[Data for analysis Boundary: Start]
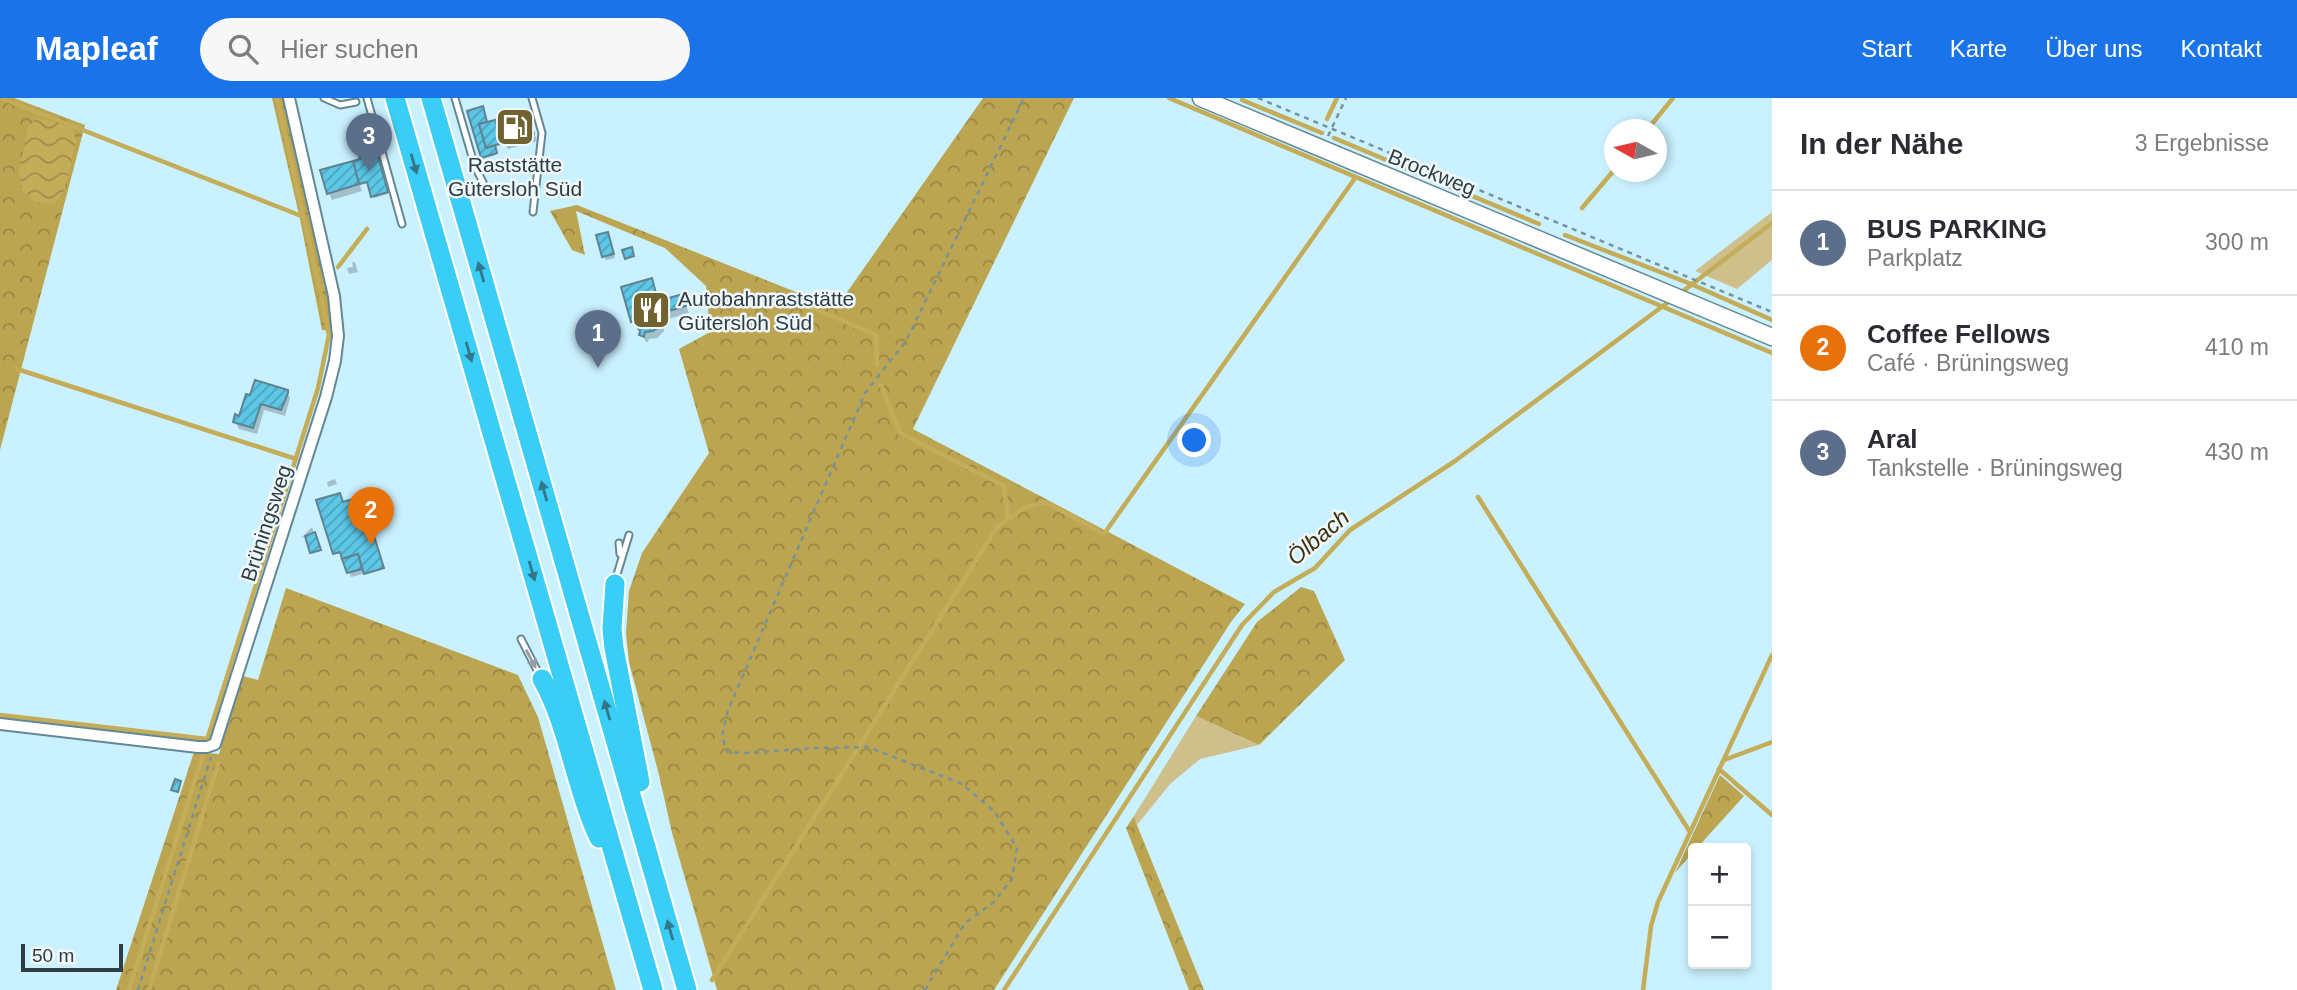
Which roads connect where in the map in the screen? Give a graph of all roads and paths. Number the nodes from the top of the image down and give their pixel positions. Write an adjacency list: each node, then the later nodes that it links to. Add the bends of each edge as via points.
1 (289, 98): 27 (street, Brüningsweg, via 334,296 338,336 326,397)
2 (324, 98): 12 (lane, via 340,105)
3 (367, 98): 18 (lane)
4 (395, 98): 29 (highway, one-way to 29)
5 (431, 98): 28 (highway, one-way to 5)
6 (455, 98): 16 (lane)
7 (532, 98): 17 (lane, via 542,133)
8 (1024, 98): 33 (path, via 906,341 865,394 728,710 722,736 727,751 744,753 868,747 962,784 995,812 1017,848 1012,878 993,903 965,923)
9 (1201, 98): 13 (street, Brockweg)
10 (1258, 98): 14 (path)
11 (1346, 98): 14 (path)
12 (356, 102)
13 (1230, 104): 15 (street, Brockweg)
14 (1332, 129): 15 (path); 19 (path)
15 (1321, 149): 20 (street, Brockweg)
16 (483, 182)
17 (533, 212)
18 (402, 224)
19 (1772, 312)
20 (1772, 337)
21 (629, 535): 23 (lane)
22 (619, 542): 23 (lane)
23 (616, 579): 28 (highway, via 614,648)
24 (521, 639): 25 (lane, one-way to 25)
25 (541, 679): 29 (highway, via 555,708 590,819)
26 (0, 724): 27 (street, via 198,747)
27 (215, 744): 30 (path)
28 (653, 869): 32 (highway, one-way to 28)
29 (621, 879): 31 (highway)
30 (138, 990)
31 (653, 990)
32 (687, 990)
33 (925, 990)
[Data for analysis Boundary: End]
## Task item
Your reply should be the entries copied exactly, with all images omitted.

## Exercise answer
Which roads connect where in the map in the screen? Give a graph of all roads and paths. Number the nodes from the top of the image down and give their pixel positions. Write an adjacency list: each node, then the later nodes that it links to. Add the bends of each edge as via points.
1 (289, 98): 27 (street, Brüningsweg, via 334,296 338,336 326,397)
2 (324, 98): 12 (lane, via 340,105)
3 (367, 98): 18 (lane)
4 (395, 98): 29 (highway, one-way to 29)
5 (431, 98): 28 (highway, one-way to 5)
6 (455, 98): 16 (lane)
7 (532, 98): 17 (lane, via 542,133)
8 (1024, 98): 33 (path, via 906,341 865,394 728,710 722,736 727,751 744,753 868,747 962,784 995,812 1017,848 1012,878 993,903 965,923)
9 (1201, 98): 13 (street, Brockweg)
10 (1258, 98): 14 (path)
11 (1346, 98): 14 (path)
12 (356, 102)
13 (1230, 104): 15 (street, Brockweg)
14 (1332, 129): 15 (path); 19 (path)
15 (1321, 149): 20 (street, Brockweg)
16 (483, 182)
17 (533, 212)
18 (402, 224)
19 (1772, 312)
20 (1772, 337)
21 (629, 535): 23 (lane)
22 (619, 542): 23 (lane)
23 (616, 579): 28 (highway, via 614,648)
24 (521, 639): 25 (lane, one-way to 25)
25 (541, 679): 29 (highway, via 555,708 590,819)
26 (0, 724): 27 (street, via 198,747)
27 (215, 744): 30 (path)
28 (653, 869): 32 (highway, one-way to 28)
29 (621, 879): 31 (highway)
30 (138, 990)
31 (653, 990)
32 (687, 990)
33 (925, 990)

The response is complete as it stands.